Source material START

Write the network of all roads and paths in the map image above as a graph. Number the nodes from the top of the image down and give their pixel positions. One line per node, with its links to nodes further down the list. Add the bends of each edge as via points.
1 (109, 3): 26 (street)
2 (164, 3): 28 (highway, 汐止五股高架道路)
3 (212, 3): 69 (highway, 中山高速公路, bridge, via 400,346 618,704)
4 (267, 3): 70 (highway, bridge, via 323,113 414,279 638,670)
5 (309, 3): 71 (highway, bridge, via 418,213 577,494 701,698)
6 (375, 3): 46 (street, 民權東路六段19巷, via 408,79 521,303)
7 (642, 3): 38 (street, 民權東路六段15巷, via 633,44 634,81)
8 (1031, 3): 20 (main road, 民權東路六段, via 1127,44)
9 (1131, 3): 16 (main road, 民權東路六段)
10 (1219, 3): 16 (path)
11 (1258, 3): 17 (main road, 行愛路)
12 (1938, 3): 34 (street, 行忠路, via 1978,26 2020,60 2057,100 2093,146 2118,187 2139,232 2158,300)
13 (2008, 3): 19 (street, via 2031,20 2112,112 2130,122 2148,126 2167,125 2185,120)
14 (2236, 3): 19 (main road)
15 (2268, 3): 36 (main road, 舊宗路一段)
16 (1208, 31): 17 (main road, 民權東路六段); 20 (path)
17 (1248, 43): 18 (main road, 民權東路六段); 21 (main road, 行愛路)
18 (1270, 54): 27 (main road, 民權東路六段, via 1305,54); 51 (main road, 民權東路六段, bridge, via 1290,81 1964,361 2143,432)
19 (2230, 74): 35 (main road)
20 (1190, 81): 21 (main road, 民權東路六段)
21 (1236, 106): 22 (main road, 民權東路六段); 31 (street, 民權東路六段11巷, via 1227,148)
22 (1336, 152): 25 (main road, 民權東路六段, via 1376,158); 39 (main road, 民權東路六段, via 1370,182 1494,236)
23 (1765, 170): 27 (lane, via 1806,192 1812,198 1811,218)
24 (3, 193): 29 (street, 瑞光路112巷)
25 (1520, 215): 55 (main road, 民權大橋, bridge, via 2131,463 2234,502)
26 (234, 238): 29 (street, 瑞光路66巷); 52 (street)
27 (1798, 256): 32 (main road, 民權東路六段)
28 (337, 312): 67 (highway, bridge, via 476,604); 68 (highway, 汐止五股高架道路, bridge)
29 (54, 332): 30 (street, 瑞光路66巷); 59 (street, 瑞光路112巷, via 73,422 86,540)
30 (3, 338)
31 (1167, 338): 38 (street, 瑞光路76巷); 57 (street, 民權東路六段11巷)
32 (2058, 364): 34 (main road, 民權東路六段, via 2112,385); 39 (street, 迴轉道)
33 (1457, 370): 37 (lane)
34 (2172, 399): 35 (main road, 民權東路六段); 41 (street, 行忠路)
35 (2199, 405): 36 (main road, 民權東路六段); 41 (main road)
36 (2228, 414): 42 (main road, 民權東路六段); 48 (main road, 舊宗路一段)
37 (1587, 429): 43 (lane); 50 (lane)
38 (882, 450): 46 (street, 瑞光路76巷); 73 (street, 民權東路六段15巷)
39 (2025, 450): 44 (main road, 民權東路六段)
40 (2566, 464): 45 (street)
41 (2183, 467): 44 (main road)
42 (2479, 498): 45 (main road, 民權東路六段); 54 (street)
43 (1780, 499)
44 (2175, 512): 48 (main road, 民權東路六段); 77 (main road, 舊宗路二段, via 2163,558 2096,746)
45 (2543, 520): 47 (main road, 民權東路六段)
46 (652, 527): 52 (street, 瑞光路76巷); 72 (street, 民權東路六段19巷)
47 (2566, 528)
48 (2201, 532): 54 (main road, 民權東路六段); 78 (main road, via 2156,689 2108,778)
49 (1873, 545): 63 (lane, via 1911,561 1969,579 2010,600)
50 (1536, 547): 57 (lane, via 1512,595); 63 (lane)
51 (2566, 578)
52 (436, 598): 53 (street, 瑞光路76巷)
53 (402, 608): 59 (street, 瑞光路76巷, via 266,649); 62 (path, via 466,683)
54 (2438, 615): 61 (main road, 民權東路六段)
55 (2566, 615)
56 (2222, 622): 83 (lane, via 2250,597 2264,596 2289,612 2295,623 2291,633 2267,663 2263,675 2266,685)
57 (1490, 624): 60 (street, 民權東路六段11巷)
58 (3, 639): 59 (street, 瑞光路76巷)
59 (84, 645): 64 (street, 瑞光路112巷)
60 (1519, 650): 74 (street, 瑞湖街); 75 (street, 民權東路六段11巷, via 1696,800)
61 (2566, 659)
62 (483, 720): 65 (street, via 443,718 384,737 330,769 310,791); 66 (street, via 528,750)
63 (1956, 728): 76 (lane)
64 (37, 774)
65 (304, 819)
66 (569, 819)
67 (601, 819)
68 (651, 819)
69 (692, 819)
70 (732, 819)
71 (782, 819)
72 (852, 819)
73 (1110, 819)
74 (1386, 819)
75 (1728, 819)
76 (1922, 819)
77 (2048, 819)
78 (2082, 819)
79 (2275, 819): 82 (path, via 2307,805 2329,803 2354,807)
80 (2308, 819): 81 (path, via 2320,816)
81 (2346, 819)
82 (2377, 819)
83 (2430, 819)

Source material END

▸ Problem to work on
Search the records for the word "bridge", then list every line that has it.

▸ Response area
3 (212, 3): 69 (highway, 中山高速公路, bridge, via 400,346 618,704)
4 (267, 3): 70 (highway, bridge, via 323,113 414,279 638,670)
5 (309, 3): 71 (highway, bridge, via 418,213 577,494 701,698)
18 (1270, 54): 27 (main road, 民權東路六段, via 1305,54); 51 (main road, 民權東路六段, bridge, via 1290,81 1964,361 2143,432)
25 (1520, 215): 55 (main road, 民權大橋, bridge, via 2131,463 2234,502)
28 (337, 312): 67 (highway, bridge, via 476,604); 68 (highway, 汐止五股高架道路, bridge)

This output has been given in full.